[[ Source information open ]]
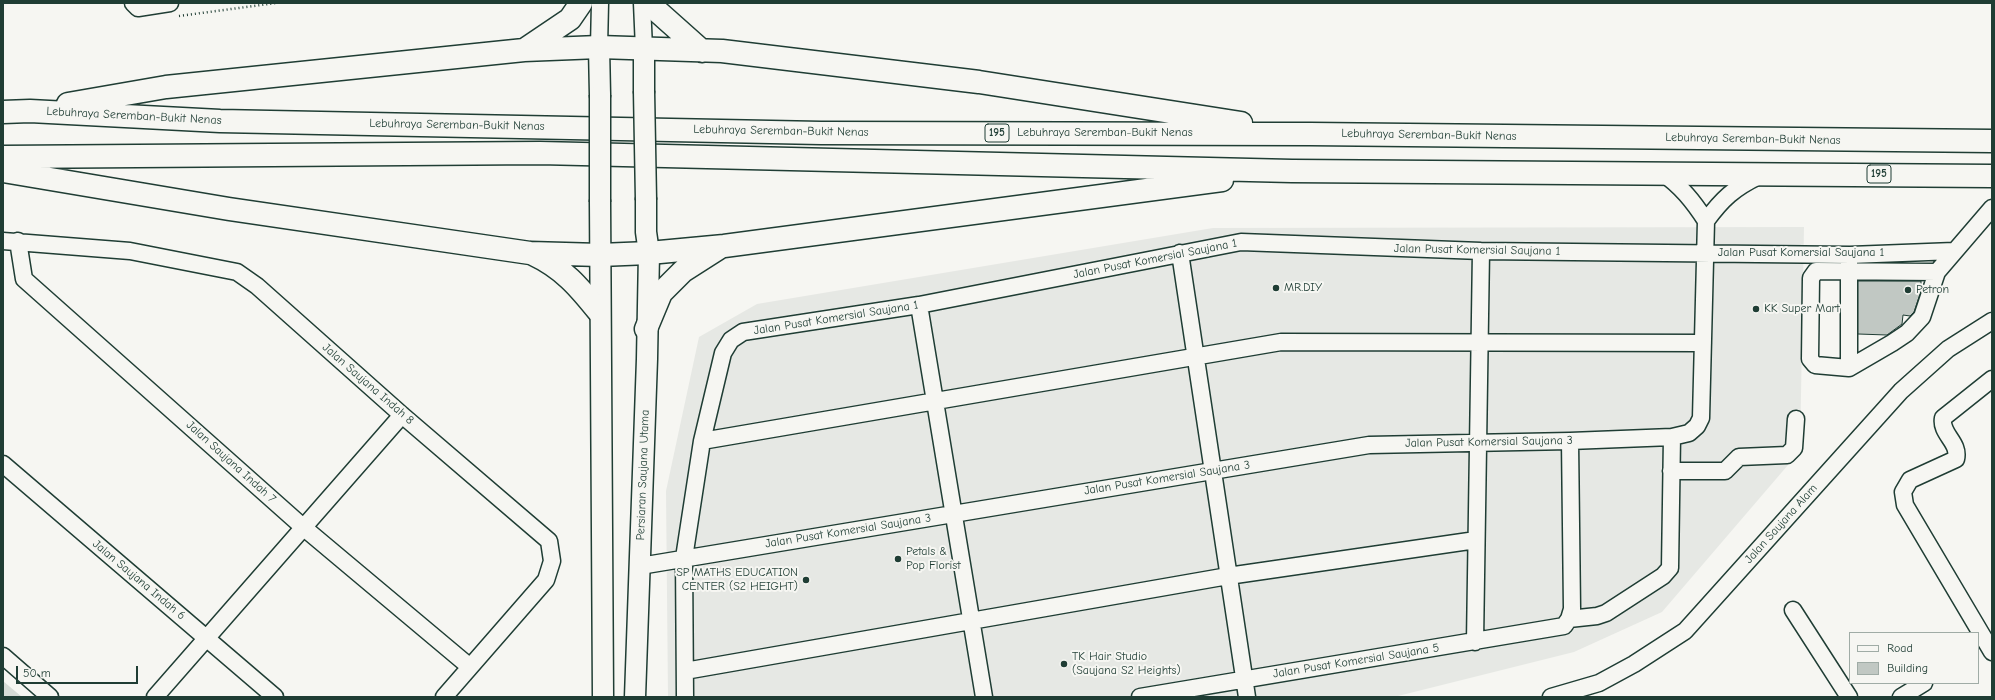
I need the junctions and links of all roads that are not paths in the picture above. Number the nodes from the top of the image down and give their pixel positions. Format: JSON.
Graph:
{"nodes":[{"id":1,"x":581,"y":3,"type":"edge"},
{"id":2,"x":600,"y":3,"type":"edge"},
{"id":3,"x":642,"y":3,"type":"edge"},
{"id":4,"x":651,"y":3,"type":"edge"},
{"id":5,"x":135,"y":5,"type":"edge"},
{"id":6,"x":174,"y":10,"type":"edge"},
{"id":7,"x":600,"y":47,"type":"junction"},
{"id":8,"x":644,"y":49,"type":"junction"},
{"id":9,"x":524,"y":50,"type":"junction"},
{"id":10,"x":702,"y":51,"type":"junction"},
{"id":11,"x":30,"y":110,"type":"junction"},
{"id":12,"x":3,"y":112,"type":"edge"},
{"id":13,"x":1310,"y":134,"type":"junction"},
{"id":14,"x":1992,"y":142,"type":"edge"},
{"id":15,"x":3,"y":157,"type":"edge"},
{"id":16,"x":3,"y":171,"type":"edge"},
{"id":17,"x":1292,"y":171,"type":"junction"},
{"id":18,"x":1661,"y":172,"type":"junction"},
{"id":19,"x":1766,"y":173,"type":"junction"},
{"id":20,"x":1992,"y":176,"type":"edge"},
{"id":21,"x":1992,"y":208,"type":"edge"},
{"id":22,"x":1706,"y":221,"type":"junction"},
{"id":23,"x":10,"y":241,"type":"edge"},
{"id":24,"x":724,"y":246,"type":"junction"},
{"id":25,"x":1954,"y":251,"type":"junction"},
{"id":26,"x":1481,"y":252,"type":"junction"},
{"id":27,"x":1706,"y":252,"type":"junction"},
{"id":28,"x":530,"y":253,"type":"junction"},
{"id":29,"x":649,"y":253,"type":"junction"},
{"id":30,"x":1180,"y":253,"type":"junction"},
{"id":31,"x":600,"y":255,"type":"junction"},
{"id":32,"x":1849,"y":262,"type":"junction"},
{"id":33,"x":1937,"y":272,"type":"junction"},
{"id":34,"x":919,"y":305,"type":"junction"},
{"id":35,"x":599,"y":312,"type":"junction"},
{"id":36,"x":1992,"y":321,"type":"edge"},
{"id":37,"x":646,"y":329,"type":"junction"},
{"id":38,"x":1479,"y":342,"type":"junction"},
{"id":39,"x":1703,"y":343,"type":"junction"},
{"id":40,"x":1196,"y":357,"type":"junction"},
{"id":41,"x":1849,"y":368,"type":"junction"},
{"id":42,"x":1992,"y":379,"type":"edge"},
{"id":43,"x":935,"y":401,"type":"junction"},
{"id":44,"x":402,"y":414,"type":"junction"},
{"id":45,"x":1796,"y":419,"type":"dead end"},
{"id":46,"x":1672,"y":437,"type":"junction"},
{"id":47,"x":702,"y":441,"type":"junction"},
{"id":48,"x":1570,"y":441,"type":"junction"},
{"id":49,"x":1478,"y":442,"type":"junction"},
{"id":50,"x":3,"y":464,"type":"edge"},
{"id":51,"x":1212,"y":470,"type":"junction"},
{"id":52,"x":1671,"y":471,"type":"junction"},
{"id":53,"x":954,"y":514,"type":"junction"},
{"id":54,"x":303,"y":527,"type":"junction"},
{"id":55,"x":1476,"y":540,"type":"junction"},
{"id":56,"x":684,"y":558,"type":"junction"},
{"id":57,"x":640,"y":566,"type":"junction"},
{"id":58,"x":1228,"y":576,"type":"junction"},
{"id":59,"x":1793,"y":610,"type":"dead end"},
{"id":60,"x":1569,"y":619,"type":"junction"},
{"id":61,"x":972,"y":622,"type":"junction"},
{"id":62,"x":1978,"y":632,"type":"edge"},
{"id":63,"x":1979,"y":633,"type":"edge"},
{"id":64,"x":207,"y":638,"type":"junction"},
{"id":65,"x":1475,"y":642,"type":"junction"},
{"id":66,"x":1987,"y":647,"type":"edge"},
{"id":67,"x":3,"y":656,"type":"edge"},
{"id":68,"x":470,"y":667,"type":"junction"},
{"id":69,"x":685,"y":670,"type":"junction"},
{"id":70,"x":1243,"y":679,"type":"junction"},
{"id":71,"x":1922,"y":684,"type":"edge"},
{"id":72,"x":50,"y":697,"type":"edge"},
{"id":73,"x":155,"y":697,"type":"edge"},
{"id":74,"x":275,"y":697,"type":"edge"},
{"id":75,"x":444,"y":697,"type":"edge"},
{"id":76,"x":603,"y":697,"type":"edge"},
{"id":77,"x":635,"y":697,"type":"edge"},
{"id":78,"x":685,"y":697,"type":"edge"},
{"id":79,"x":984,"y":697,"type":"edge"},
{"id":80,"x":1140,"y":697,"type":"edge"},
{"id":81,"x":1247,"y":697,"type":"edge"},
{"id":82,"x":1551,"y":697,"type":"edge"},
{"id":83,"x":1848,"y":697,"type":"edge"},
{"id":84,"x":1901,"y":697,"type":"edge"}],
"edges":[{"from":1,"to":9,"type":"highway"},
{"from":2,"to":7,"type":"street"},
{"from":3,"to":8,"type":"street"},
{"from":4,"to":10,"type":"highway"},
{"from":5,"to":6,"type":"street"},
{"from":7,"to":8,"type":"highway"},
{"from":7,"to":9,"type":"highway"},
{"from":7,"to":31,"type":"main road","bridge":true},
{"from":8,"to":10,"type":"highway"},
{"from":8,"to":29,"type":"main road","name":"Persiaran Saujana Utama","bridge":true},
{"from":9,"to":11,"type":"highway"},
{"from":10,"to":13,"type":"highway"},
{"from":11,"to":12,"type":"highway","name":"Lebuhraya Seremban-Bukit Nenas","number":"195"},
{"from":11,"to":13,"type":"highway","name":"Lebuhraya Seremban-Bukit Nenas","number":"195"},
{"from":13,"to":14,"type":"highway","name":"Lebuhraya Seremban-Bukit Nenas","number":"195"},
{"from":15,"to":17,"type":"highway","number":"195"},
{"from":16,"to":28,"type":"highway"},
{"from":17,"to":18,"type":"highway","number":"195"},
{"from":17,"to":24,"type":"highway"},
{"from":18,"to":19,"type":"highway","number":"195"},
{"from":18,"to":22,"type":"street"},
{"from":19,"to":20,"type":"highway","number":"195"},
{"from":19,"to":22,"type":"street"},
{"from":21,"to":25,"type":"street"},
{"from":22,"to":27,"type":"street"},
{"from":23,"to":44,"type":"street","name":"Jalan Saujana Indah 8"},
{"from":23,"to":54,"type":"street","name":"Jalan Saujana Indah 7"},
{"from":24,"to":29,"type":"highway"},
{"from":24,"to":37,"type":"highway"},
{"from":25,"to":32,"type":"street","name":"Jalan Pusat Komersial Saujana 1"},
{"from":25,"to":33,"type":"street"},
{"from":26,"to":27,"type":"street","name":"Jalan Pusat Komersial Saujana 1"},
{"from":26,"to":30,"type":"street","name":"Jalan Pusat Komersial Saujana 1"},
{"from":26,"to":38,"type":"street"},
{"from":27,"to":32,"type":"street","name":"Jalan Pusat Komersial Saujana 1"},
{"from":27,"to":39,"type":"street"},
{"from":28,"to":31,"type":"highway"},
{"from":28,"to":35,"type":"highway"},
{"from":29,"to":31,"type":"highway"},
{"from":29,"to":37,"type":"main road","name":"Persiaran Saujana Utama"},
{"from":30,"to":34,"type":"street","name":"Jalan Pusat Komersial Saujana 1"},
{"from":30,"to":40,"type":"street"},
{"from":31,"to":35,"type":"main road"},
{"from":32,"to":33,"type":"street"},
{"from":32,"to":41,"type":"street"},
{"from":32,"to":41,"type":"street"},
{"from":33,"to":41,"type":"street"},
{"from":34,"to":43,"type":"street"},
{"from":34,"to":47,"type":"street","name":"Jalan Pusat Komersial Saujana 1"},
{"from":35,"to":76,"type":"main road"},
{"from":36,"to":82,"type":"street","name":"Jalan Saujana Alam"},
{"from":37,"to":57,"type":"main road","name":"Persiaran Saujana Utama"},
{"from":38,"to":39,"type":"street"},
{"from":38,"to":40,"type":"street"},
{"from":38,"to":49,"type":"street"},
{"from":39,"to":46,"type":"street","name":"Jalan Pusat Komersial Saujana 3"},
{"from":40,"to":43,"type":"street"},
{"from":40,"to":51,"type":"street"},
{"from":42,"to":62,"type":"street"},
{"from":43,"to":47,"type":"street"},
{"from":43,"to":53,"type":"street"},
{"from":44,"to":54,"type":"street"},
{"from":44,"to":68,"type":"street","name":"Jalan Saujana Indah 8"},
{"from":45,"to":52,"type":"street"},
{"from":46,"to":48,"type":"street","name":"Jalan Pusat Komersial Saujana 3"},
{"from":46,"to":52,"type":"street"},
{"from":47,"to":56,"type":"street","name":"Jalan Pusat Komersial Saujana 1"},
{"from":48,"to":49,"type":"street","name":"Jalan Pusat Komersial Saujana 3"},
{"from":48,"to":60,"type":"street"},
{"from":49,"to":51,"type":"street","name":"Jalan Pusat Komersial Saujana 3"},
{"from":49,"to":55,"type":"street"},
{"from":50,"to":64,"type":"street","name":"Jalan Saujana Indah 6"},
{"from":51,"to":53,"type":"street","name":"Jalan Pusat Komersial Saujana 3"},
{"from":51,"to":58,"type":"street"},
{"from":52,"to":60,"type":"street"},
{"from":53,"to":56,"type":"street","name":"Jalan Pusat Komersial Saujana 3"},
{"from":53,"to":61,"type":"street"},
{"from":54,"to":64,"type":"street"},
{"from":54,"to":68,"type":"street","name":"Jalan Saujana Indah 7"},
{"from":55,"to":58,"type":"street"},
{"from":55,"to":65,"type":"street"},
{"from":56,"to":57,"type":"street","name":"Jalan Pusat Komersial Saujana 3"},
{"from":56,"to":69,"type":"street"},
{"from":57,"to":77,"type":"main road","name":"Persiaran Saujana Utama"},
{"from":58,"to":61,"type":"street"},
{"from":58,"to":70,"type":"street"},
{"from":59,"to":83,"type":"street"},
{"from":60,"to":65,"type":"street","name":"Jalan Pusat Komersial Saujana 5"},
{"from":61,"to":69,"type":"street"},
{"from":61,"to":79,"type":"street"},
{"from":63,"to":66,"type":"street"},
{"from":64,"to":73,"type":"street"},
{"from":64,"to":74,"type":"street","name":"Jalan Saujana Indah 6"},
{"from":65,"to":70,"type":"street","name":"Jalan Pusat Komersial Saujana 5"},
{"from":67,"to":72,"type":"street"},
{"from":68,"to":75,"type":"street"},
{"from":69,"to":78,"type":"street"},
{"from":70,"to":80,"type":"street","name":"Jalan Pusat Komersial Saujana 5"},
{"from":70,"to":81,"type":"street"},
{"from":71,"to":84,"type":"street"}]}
[[ Source information closed ]]
Filter the data down to the lines that contain the string "bridge", and copy them.

### Worked solution
{"from":7,"to":31,"type":"main road","bridge":true},
{"from":8,"to":29,"type":"main road","name":"Persiaran Saujana Utama","bridge":true},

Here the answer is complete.